Microsoft has explained an Azure outage that affected many of its enterprise services. At 15:43 EDT, Microsoft 365, Dynamics, DevOps, Azure AD, and other offerings experienced significant issues until a fix at 18:35.
The Azure status history (via ZDNet) reveals the issue was caused by a faulty DNS migration. Microsoft was moving services from a legacy DNS system to Azure DNS when incorrect updates led to serious issues.
“During the migration of a legacy DNS system to Azure DNS, some domains for Microsoft services were incorrectly updated,” reads the statement. “No customer DNS records were impacted during this incident, and the availability of Azure DNS remained at 100% throughout the incident. The problem impacted only records for Microsoft services.”
To solve the Azure outage, engineers simply corrected the nameserver delegation at 17:30. However, as some applications cached the domains, users didn't see a complete fix until it was flushed an hour later.
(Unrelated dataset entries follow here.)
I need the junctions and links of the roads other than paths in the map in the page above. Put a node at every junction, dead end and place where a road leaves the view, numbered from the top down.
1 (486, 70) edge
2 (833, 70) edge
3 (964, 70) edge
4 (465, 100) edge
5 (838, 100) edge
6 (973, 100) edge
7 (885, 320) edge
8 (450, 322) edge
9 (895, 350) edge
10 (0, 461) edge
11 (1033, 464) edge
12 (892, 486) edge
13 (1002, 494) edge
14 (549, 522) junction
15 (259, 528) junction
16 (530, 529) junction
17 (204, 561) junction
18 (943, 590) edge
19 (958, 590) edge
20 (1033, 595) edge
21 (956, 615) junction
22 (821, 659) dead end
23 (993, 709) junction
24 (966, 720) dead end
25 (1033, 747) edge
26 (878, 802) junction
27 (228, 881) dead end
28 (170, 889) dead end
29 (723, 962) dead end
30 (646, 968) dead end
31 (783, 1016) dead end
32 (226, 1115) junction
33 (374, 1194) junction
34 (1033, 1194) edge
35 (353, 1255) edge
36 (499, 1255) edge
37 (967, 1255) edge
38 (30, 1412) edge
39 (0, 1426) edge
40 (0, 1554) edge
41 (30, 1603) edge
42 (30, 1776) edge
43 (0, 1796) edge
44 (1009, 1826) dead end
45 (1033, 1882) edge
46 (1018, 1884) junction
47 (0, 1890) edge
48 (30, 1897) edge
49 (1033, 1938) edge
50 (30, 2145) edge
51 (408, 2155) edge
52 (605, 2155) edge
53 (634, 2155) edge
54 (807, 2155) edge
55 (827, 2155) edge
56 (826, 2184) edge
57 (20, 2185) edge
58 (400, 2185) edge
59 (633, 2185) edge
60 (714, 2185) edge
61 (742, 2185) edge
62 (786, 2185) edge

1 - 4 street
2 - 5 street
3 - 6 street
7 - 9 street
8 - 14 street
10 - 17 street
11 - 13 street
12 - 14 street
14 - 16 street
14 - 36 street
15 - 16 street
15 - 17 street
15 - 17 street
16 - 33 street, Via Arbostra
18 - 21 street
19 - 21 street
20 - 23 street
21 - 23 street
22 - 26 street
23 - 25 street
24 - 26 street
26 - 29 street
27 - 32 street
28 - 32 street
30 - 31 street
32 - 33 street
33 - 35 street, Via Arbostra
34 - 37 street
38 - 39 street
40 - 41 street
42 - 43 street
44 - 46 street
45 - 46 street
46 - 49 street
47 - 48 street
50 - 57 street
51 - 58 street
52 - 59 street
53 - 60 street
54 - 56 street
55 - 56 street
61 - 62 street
Root Cause Still Not Clear
Microsoft says it will continue to investigate the issue in a bid to find the root cause and prevent such occurrences in the future. Currently, all affected services appear to be working correctly, including Microsoft Teams, PowerBI, Planner, and InTune.
However, it's worth noting this isn't the first time the company has run into DNS issues with Azure. In January, users experienced sign-in issues in Office and Dynamics 365 after Microsoft ran into problems “with Level 3 as an internal network provider”. DNS issues also surfaced way back in 2016.
Outages happen with any service provider due to unavoidable or unexpected issues. Microsoft's Service Level Agreement (SLA) promises an uptime of at least 99.5% across many of its services. If it falls under that, customers can submit a claim for Microsoft credit of 100% for the month.